A little big, too tight or just right? Make sure you know how your customer's shoes fit.

Have you ever put on your customer’s shoes? How does it feel to be a customer of your organization? Good, bad or ugly… it’s a vital exercise in the journey of becoming a customer centric organization. As Jan Carlzon, former CEO of Scandinavian Airlines, said, ” Any time a customer comes into contact with any aspect of your business – however remote – they have an opportunity to form an impression.”

The first step is taking the time to map out the touch points customers have with your organization? Touchpoints are any time your organization directly interacts with a potential, existing or former customer.

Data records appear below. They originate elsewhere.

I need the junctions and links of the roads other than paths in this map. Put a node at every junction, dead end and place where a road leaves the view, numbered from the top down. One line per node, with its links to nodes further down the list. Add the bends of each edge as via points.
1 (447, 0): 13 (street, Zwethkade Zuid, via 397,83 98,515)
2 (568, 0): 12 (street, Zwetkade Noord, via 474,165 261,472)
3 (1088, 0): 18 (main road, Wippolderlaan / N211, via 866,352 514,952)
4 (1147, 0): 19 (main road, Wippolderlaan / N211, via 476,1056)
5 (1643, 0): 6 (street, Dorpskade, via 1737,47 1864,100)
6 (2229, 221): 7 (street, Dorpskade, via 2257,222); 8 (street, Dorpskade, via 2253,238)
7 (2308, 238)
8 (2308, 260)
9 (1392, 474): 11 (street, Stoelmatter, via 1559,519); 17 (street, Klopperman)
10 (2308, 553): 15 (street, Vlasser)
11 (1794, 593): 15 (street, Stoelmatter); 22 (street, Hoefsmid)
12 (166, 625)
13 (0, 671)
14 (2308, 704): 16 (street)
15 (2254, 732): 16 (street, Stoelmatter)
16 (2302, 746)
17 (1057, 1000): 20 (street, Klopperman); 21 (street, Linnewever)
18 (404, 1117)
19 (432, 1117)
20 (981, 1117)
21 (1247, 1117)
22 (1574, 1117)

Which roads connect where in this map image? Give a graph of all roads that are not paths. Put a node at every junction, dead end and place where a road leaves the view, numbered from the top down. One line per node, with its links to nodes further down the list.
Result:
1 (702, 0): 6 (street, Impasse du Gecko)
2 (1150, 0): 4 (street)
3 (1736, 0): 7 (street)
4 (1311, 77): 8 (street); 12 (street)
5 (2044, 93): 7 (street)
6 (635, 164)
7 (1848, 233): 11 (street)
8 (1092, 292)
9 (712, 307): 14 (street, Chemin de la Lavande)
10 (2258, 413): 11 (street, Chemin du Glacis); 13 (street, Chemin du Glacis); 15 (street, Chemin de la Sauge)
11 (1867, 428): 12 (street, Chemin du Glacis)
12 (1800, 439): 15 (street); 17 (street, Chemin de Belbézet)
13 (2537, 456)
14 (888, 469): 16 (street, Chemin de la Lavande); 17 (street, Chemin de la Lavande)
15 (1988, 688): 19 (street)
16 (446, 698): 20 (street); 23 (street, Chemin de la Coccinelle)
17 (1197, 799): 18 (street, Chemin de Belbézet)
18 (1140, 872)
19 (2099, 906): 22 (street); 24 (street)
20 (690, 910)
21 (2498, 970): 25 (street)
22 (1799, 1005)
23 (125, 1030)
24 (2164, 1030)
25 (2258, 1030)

At what points in your relationship with the customer do you create memorable experiences? Do you delight them at each touch point or disappoint them, creating a negative memory they associate with your organization.

I challenge you to undertake this exercise.

Granted, if this is one of your organization’s first exercises in customer centricity, it can be a lot to bite off as an initial step. I suggest walking before you run … choose one area of your business. Preferably a customer facing piece of the organization. The contact centre is a great place to start.

Start by identifying the direct interaction points your customer has with the contact centre. Among many things, these points are likely to include

  • the structure of your IVR
  • the experience while on hold waiting to have a call answered
  • the existence or lack of self-service tools
  • the interaction with an agent
  • how the reason for calling was resolved

These are all customer interaction points or opportunities to build evangelists, passives or detractors.

Once you’ve identified the interaction points, take off your business hat and replace it with your customer hat. Call into your contact centre, email or initiate a chat inquiry with a customer’s perspective and objectively evaluate what your customer experiences.

Is the experience creating evangelists, passives or detractors?

The answer can be a real eye opener!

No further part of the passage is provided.